» Collected data
━━━━━━━━

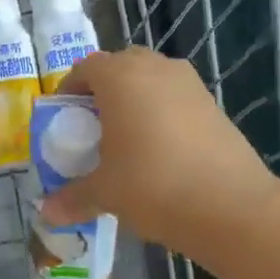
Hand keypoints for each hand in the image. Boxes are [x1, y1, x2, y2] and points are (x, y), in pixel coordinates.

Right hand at [39, 48, 279, 266]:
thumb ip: (73, 197)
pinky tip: (161, 150)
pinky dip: (163, 113)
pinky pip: (176, 98)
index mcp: (119, 77)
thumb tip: (47, 212)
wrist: (232, 206)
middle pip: (120, 66)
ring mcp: (189, 84)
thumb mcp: (105, 193)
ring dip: (136, 98)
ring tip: (127, 138)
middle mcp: (155, 69)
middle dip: (104, 90)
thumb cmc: (153, 185)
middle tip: (94, 126)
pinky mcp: (214, 105)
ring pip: (152, 79)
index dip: (70, 91)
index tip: (64, 119)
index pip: (85, 68)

━━━━━━━━

» Activity
For the word "index", state how many lines of the entries contain it, with nothing else.

» Solution
4